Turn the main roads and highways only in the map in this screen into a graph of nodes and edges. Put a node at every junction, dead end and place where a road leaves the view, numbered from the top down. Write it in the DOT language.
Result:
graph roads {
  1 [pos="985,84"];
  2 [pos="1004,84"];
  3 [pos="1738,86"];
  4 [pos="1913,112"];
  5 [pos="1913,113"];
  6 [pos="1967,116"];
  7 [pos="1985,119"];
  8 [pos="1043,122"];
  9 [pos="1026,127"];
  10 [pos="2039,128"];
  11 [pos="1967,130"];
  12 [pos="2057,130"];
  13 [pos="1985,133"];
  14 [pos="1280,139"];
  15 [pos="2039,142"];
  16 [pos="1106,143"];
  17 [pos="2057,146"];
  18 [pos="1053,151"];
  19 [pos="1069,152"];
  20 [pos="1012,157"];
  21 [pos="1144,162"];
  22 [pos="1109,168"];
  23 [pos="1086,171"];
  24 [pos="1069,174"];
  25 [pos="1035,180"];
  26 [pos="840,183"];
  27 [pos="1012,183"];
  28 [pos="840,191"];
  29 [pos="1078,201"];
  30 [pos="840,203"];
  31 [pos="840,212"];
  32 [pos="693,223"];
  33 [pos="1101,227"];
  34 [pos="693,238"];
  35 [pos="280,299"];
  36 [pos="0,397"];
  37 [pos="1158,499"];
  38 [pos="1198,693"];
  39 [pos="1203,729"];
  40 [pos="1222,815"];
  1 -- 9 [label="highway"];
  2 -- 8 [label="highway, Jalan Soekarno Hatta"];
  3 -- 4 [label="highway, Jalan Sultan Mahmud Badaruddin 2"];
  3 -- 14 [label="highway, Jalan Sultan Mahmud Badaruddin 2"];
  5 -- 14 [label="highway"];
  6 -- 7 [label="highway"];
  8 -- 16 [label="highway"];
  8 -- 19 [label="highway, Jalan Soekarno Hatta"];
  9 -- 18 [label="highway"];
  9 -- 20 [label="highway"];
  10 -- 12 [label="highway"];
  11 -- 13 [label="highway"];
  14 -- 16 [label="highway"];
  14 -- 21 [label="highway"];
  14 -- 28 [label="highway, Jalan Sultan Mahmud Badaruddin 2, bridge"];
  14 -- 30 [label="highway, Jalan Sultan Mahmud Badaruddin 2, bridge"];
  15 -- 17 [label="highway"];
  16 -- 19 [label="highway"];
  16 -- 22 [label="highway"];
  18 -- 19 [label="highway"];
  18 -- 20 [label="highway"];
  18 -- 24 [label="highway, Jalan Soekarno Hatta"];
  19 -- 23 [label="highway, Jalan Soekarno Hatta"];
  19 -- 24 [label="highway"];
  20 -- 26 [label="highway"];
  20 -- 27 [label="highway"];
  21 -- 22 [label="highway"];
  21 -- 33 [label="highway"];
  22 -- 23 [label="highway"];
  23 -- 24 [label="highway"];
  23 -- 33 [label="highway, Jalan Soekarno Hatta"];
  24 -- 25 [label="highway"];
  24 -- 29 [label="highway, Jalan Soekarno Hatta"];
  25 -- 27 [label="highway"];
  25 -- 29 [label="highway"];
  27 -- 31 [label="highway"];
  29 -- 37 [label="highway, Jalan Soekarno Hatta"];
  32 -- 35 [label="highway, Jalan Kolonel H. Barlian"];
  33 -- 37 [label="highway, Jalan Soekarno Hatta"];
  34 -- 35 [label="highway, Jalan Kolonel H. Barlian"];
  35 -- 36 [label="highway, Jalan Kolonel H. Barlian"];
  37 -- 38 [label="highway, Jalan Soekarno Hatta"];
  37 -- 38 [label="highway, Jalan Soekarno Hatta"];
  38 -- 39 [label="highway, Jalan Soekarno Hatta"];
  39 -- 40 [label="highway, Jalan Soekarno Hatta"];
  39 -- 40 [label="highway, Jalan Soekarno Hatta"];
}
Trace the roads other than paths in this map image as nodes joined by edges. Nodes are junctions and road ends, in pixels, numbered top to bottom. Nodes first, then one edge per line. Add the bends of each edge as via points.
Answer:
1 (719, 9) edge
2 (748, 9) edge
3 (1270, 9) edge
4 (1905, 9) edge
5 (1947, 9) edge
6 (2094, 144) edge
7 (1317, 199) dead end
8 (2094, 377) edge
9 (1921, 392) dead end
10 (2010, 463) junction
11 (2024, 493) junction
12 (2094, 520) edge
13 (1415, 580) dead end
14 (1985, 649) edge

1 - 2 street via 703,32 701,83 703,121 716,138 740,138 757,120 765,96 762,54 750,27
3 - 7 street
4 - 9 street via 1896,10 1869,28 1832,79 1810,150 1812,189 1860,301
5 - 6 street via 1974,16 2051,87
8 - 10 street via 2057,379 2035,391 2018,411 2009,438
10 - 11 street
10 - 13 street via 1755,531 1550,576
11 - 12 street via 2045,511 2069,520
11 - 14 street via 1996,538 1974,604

################

■ **What you need to do**
Repeat the whole of the data above exactly, keeping every word.

■ **Task solution**
Turn the main roads and highways only in the map in this screen into a graph of nodes and edges. Put a node at every junction, dead end and place where a road leaves the view, numbered from the top down. Write it in the DOT language.
Result:
graph roads {
  1 [pos="985,84"];
  2 [pos="1004,84"];
  3 [pos="1738,86"];
  4 [pos="1913,112"];
  5 [pos="1913,113"];
  6 [pos="1967,116"];
  7 [pos="1985,119"];
  8 [pos="1043,122"];
  9 [pos="1026,127"];
  10 [pos="2039,128"];
  11 [pos="1967,130"];
  12 [pos="2057,130"];
  13 [pos="1985,133"];
  14 [pos="1280,139"];
  15 [pos="2039,142"];
  16 [pos="1106,143"];
  17 [pos="2057,146"];
  18 [pos="1053,151"];
  19 [pos="1069,152"];
  20 [pos="1012,157"];
  21 [pos="1144,162"];
  22 [pos="1109,168"];
  23 [pos="1086,171"];
  24 [pos="1069,174"];
  25 [pos="1035,180"];
  26 [pos="840,183"];
  27 [pos="1012,183"];
  28 [pos="840,191"];
  29 [pos="1078,201"];
  30 [pos="840,203"];
  31 [pos="840,212"];
  32 [pos="693,223"];
  33 [pos="1101,227"];
  34 [pos="693,238"];
  35 [pos="280,299"];
  36 [pos="0,397"];
  37 [pos="1158,499"];
  38 [pos="1198,693"];
  39 [pos="1203,729"];
  40 [pos="1222,815"];
  1 -- 9 [label="highway"];
  2 -- 8 [label="highway, Jalan Soekarno Hatta"];
  3 -- 4 [label="highway, Jalan Sultan Mahmud Badaruddin 2"];
  3 -- 14 [label="highway, Jalan Sultan Mahmud Badaruddin 2"];
  5 -- 14 [label="highway"];
  6 -- 7 [label="highway"];
  8 -- 16 [label="highway"];
  8 -- 19 [label="highway, Jalan Soekarno Hatta"];
  9 -- 18 [label="highway"];
  9 -- 20 [label="highway"];
  10 -- 12 [label="highway"];
  11 -- 13 [label="highway"];
  14 -- 16 [label="highway"];
  14 -- 21 [label="highway"];
  14 -- 28 [label="highway, Jalan Sultan Mahmud Badaruddin 2, bridge"];
  14 -- 30 [label="highway, Jalan Sultan Mahmud Badaruddin 2, bridge"];
  15 -- 17 [label="highway"];
  16 -- 19 [label="highway"];
  16 -- 22 [label="highway"];
  18 -- 19 [label="highway"];
  18 -- 20 [label="highway"];
  18 -- 24 [label="highway, Jalan Soekarno Hatta"];
  19 -- 23 [label="highway, Jalan Soekarno Hatta"];
  19 -- 24 [label="highway"];
  20 -- 26 [label="highway"];
  20 -- 27 [label="highway"];
  21 -- 22 [label="highway"];
  21 -- 33 [label="highway"];
  22 -- 23 [label="highway"];
  23 -- 24 [label="highway"];
  23 -- 33 [label="highway, Jalan Soekarno Hatta"];
  24 -- 25 [label="highway"];
  24 -- 29 [label="highway, Jalan Soekarno Hatta"];
  25 -- 27 [label="highway"];
  25 -- 29 [label="highway"];
  27 -- 31 [label="highway"];
  29 -- 37 [label="highway, Jalan Soekarno Hatta"];
  32 -- 35 [label="highway, Jalan Kolonel H. Barlian"];
  33 -- 37 [label="highway, Jalan Soekarno Hatta"];
  34 -- 35 [label="highway, Jalan Kolonel H. Barlian"];
  35 -- 36 [label="highway, Jalan Kolonel H. Barlian"];
  37 -- 38 [label="highway, Jalan Soekarno Hatta"];
  37 -- 38 [label="highway, Jalan Soekarno Hatta"];
  38 -- 39 [label="highway, Jalan Soekarno Hatta"];
  39 -- 40 [label="highway, Jalan Soekarno Hatta"];
  39 -- 40 [label="highway, Jalan Soekarno Hatta"];
}
Trace the roads other than paths in this map image as nodes joined by edges. Nodes are junctions and road ends, in pixels, numbered top to bottom. Nodes first, then one edge per line. Add the bends of each edge as via points.
Answer:
1 (719, 9) edge
2 (748, 9) edge
3 (1270, 9) edge
4 (1905, 9) edge
5 (1947, 9) edge
6 (2094, 144) edge
7 (1317, 199) dead end
8 (2094, 377) edge
9 (1921, 392) dead end
10 (2010, 463) junction
11 (2024, 493) junction
12 (2094, 520) edge
13 (1415, 580) dead end
14 (1985, 649) edge

1 - 2 street via 703,32 701,83 703,121 716,138 740,138 757,120 765,96 762,54 750,27
3 - 7 street
4 - 9 street via 1896,10 1869,28 1832,79 1810,150 1812,189 1860,301
5 - 6 street via 1974,16 2051,87
8 - 10 street via 2057,379 2035,391 2018,411 2009,438
10 - 11 street
10 - 13 street via 1755,531 1550,576
11 - 12 street via 2045,511 2069,520
11 - 14 street via 1996,538 1974,604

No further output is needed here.